I’ve almost always kept my breastmilk with me when I traveled, whether the travel was for work or for pleasure. Some of my friends asked me why I didn’t ship it and I answered that I didn’t carry so much milk with me that I needed to ship it separately. A few friends in my industry would ship their milk back to their spouse or caregivers when they were on long trips because their babies preferred fresh milk over frozen milk. Some of these friends told me they had submitted the cost of the dry ice shipment as a T&E disbursement because it would be considered a “business expense”.
This example is not typical, however. Most moms we speak to who pump and travel for work are limited with the amount of milk they carry back home because they worry that TSA or airport security will take it – do you remember the Alyssa Milano incident in London this spring?) Others feel forced to dump the milk they pump because they cannot keep the milk fresh or frozen for the duration of their business trips. I remember stressing over my employer’s plan of a tour of Asia for me when I had a 9-month-old at home. I was supposed to be away from him for more than three weeks and I couldn’t figure out a way to keep three weeks’ worth of breastmilk fresh and safe while I was traveling through China, Japan, and India.

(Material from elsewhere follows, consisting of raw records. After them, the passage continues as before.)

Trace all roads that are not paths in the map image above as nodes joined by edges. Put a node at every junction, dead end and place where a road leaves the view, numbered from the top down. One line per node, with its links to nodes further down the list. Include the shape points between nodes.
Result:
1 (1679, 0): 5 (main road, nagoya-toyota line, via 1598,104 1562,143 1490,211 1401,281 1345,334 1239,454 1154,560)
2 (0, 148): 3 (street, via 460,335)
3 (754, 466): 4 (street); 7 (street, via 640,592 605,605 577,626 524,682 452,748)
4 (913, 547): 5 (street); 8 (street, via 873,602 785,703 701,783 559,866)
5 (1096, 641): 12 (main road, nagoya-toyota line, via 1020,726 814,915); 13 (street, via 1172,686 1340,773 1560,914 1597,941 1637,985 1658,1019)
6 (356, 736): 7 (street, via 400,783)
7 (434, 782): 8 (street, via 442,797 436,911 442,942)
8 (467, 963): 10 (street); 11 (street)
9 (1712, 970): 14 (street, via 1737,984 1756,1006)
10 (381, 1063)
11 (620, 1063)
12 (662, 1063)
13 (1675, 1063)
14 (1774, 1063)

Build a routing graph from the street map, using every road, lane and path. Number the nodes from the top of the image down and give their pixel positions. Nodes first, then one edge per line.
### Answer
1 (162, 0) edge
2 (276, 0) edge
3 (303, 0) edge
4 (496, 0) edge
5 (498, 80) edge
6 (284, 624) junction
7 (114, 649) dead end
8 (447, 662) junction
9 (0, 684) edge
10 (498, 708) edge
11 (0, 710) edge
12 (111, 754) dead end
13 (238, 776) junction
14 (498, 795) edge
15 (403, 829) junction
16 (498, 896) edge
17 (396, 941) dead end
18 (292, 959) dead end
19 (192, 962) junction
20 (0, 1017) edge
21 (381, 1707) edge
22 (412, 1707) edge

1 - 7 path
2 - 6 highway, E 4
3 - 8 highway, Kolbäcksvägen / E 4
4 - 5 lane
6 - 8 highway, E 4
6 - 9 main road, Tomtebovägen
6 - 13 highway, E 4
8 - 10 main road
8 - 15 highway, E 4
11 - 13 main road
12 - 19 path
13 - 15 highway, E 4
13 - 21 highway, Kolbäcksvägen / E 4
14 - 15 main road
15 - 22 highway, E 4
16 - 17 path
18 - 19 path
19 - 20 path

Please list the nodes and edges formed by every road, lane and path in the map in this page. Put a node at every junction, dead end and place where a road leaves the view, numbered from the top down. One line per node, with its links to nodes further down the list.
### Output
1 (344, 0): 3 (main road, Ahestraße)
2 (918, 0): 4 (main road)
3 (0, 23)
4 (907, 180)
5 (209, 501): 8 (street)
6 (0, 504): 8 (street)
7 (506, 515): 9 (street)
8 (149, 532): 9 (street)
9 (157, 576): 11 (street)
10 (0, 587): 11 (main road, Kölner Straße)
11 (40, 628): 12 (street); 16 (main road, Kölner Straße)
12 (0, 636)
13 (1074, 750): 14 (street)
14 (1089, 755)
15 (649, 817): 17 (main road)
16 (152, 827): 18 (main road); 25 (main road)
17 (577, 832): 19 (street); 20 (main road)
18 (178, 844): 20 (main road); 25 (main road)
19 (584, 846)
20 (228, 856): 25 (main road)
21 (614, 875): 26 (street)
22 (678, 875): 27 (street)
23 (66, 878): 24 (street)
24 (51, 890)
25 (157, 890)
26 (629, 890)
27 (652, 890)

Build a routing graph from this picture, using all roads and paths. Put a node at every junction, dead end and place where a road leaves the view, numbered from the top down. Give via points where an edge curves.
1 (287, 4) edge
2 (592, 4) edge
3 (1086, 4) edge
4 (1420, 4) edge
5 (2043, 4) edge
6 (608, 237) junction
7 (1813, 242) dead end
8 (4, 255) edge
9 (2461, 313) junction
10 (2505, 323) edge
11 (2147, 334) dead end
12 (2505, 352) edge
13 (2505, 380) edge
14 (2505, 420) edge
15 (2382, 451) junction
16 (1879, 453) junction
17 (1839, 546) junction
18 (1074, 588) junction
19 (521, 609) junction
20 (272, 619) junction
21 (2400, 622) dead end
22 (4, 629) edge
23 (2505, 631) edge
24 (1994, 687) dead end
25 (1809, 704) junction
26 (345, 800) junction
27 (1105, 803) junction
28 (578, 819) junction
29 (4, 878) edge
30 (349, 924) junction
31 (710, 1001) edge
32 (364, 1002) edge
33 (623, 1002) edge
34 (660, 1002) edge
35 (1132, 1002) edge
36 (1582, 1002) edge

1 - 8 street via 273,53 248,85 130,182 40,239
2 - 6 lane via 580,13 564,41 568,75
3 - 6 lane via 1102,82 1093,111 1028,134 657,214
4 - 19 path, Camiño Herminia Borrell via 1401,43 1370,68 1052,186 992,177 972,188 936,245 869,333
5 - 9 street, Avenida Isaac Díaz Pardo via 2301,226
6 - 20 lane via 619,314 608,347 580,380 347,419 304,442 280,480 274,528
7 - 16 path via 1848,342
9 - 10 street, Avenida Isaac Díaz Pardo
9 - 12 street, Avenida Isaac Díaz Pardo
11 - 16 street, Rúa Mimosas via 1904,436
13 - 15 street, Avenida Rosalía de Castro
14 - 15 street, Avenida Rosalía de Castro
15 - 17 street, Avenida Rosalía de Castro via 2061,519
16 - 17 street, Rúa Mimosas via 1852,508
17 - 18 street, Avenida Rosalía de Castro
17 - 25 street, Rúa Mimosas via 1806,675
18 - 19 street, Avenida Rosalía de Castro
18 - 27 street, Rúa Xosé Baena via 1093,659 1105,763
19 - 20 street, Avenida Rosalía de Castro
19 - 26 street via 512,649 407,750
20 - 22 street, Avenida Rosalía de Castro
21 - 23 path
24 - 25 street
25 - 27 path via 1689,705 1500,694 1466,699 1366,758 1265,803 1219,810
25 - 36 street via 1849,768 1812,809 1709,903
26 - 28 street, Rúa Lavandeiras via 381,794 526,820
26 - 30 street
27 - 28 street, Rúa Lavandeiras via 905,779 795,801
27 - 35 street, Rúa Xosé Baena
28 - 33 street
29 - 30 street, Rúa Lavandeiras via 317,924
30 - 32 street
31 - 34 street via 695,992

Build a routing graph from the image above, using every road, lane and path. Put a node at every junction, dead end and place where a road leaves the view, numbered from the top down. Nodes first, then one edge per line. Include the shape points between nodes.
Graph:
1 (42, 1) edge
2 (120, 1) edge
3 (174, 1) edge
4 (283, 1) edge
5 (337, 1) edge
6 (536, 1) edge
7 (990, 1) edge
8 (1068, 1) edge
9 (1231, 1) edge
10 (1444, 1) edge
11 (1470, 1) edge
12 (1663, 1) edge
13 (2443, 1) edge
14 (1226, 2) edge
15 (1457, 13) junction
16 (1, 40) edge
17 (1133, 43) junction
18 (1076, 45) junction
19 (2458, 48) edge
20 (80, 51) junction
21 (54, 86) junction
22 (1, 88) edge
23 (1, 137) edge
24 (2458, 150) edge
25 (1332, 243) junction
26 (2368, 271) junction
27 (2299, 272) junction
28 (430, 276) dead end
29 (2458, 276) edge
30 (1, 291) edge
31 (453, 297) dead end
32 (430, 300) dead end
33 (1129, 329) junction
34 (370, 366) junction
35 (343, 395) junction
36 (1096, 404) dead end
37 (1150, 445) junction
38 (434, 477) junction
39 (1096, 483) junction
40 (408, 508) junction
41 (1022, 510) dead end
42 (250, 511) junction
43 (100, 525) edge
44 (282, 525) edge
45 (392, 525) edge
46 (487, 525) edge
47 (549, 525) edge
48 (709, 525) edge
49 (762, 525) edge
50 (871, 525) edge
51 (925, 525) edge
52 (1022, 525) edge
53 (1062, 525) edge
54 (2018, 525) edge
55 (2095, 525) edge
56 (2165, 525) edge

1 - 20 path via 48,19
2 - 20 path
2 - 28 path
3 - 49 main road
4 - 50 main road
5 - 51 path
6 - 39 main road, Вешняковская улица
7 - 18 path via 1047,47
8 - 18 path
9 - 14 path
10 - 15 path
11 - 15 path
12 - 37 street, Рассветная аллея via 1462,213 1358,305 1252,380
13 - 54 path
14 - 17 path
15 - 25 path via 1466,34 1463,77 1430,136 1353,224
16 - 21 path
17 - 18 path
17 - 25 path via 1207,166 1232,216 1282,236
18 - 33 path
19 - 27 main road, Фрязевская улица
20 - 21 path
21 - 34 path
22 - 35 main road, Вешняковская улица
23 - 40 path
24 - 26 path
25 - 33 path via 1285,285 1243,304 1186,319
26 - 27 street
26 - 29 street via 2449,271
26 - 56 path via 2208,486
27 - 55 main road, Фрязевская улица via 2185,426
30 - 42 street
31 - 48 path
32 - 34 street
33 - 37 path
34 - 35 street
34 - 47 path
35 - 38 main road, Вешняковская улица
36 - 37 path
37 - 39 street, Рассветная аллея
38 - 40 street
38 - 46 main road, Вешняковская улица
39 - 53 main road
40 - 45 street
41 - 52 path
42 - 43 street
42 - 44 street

Well, US technology firm IBM is taking a very important and ground-breaking step to help address this need. They are launching a service that permits working mothers within their firm to ship pumped milk to their babies in temperature-controlled devices when they need to be away from home for business reasons.
The VP of Benefits at IBM, Barbara Brickmeier, has indicated they will first “experiment with this and see how many women are interested”. She goes on to state that they will continue to provide this service if the women who use it “feel that they can better balance their work and home”.
This is a wonderful and appreciated attempt to attract and retain female workers. By addressing and meeting such a huge need for lactating moms, they are sure to set a new standard for the level of accommodations that employers should be meeting for working mothers. Let’s hope more companies and employers follow their lead.